Posted by frfiddle on Thursday, July 19, 2007

Marynell Young has been foraging around the library at Texas A & M recently in order to try to find more of the recordings made by Bill Owens, who recorded fiddlers like P T Bell with a homemade device that involved a cactus needle and metal discs. I have posted a few of her discoveries. alas, no more PT at TX A&M, maybe in Austin. It made me think again how sad it is that the early tradition of Texas old time fiddling has disappeared almost without a trace. The merits and demerits of Texas Contest Fiddling have often been noted. But the practical result of the hegemony of contest fiddling in Texas was that the older styles, more closely related to the fiddling of the rest of the south, simply disappeared. There is not a single living Texas fiddler who represents this rich tradition. Texas has a reputation as a conservative state, but not when it comes to holding on to its best traditions; when it comes to old time fiddle, its blue and not red and that makes me blue.

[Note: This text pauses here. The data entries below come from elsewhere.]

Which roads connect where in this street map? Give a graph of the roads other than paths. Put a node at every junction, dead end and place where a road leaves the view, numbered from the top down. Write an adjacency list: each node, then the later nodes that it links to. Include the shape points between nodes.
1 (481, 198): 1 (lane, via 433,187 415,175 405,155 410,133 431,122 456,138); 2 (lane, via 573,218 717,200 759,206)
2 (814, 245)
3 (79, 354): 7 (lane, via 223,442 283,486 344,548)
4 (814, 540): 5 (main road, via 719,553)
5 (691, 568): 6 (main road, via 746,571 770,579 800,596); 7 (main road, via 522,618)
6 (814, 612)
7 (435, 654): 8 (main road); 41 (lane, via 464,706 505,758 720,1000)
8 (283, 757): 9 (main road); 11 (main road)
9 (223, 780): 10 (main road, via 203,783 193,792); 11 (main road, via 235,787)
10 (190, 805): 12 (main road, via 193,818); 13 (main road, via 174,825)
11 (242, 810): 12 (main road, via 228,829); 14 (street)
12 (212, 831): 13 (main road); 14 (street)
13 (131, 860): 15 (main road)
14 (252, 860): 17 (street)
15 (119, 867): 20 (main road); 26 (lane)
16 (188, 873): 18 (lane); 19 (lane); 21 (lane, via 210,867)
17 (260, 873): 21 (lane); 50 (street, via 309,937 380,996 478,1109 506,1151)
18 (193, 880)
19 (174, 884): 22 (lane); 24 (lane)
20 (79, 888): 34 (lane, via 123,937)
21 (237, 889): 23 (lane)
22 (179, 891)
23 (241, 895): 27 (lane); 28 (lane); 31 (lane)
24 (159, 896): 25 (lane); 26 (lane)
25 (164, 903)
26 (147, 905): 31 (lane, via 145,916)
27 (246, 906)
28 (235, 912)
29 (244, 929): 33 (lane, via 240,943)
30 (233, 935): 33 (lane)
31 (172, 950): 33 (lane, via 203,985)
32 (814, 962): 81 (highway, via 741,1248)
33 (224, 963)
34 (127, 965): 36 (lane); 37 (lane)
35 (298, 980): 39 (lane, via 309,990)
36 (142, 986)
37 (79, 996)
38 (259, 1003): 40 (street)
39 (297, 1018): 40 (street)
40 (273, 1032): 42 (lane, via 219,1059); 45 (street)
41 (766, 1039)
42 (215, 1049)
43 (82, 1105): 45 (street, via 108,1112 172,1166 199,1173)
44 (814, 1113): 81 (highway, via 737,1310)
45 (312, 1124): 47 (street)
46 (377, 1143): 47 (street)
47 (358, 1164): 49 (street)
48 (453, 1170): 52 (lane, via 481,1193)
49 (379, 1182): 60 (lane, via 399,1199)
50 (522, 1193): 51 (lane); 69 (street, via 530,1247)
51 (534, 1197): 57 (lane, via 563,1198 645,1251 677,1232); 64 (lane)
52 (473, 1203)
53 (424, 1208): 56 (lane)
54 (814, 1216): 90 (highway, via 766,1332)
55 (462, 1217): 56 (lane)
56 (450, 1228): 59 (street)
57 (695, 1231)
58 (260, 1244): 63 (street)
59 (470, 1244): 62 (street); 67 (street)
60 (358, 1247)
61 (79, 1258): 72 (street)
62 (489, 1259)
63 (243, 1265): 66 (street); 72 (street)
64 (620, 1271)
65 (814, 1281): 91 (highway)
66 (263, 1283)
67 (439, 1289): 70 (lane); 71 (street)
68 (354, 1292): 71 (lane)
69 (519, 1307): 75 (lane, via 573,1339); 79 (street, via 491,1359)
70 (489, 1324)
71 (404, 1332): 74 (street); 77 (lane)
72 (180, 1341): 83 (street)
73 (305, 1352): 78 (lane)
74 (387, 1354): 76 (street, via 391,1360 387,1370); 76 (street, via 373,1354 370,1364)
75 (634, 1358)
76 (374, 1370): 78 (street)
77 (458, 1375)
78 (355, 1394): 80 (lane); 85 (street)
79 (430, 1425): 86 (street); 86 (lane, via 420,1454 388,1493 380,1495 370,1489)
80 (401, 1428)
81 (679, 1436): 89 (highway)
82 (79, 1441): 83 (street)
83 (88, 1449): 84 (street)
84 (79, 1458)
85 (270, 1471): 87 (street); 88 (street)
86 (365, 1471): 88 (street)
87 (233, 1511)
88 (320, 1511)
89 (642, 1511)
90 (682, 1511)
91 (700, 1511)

I am sorry but I have a very hard time getting excited about Bob Wills and Johnny Gimble, when I know what wonderful music they squeezed out. Thank goodness for Texans like John Lomax and Bill Owens who let us glimpse the world of Texas fiddling before jazz took over.



6 comments on “Done Gone without a trace”

OTJunky Says:
Thursday, July 19, 2007 @6:34:58 PM

David,

Can you upload a P T Bell recording - or is everything copyrighted?

--paulm

 

OTJunky Says:
Thursday, July 19, 2007 @6:39:09 PM

Also - do the older Texas fiddlers I used to listen to like Vernon Solomon and Major Franklin play anything like the pre-Wills Texas traditional style you mention?

And, finally, was Eck Robertson's playing representative of that style or was he an "outlier".